Understanding the Big Bang

Posted on September 10, 2025 • 5 min read

Illustration of the Big Bang
Artist’s impression of the universe expanding from a hot, dense state.

Table of Contents

What is the Big Bang?

The Big Bang theory describes the origin of the universe as an expansion from an extremely hot and dense singularity about 13.8 billion years ago. Rather than an explosion in space, it was an expansion of space itself, causing the cooling and formation of matter, stars, and galaxies.

Observational Evidence

Several key observations support the theory:

  • Cosmic Microwave Background (CMB) radiation – the afterglow of the early universe.
  • Hubble’s law – galaxies recede from us at speeds proportional to their distance.
  • Abundance of light elements – helium, deuterium, and lithium match predictions from nucleosynthesis.

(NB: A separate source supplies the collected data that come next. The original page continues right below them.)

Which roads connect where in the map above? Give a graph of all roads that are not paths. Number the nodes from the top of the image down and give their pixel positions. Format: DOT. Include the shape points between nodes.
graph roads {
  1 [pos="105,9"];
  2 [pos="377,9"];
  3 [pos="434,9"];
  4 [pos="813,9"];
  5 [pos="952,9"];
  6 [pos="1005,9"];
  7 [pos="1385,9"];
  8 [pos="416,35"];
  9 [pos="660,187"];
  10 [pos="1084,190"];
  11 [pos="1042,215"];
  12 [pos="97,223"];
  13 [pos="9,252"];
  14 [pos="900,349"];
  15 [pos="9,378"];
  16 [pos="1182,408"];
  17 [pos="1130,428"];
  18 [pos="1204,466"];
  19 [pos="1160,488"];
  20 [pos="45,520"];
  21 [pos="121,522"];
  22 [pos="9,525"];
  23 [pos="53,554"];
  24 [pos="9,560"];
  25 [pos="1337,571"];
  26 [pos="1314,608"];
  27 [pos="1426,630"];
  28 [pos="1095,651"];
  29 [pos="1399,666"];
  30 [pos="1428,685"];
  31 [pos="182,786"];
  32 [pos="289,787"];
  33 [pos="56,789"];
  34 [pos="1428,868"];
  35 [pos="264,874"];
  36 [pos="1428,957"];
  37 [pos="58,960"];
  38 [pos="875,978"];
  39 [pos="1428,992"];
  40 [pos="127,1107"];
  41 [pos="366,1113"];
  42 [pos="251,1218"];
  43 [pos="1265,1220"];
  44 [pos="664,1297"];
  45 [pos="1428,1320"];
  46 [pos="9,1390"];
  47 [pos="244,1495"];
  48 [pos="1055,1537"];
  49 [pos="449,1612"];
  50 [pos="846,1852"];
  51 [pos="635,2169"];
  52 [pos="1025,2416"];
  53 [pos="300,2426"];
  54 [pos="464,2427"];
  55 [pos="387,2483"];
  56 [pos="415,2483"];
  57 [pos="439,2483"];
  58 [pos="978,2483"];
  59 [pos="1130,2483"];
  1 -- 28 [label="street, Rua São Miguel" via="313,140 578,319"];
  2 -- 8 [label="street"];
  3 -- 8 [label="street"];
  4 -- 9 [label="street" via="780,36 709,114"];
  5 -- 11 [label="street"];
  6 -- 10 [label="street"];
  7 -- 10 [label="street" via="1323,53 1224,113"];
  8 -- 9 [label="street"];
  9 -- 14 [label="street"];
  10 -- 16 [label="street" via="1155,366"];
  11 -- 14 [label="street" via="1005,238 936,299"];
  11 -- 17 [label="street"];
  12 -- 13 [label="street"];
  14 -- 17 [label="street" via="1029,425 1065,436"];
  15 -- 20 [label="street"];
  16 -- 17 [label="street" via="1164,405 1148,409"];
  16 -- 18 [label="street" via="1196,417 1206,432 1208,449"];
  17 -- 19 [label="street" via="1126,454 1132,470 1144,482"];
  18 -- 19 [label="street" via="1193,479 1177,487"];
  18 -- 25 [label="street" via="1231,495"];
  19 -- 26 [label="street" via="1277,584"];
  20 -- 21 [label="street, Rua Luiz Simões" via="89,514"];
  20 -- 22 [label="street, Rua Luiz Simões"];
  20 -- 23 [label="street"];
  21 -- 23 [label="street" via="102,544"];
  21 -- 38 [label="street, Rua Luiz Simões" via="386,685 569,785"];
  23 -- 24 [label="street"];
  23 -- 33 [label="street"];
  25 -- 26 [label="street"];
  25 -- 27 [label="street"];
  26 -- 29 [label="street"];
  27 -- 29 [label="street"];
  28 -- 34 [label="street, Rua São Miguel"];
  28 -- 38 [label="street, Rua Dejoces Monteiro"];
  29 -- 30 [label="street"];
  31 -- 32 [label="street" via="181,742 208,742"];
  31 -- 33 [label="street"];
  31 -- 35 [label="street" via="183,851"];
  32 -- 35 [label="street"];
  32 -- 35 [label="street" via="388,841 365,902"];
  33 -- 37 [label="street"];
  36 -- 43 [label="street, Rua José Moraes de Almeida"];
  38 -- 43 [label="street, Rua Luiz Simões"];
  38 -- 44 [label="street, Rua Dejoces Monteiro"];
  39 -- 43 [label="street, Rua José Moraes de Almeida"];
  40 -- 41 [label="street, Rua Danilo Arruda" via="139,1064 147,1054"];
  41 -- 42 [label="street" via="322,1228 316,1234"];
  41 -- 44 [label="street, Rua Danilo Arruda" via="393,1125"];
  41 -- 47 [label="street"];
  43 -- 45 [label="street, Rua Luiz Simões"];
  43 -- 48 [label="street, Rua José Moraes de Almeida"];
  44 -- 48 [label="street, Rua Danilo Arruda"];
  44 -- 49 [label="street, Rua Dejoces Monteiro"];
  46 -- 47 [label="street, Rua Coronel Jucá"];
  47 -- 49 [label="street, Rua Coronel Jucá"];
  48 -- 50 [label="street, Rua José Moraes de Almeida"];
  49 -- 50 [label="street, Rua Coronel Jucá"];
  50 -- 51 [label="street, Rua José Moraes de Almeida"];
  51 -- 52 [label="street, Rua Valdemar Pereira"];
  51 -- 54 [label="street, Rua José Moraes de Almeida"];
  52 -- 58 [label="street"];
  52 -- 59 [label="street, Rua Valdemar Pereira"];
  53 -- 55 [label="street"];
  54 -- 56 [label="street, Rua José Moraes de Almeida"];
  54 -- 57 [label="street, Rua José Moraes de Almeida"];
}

Timeline of the Early Universe

From the first fractions of a second to the formation of the first atoms:

  1. Planck epoch (10⁻⁴³ s): quantum gravity dominates.
  2. Inflation (10⁻³⁶ to 10⁻³² s): exponential expansion.
  3. Quark epoch (10⁻¹² s): quarks combine into protons and neutrons.
  4. Recombination (≈380 kyr): electrons combine with nuclei, releasing the CMB.

Common Misconceptions

Many people think the Big Bang was an explosion in pre‑existing space or that it happened at a specific point in the universe. In reality, it happened everywhere simultaneously – every point in space was part of the initial hot, dense state.

Future Prospects

Upcoming missions like the James Webb Space Telescope and next‑generation CMB experiments aim to probe the earliest moments with unprecedented precision, potentially revealing physics beyond the Standard Model.

Comments

Alex

Sep 9, 2025

Great overview! Looking forward to more detailed posts on inflation.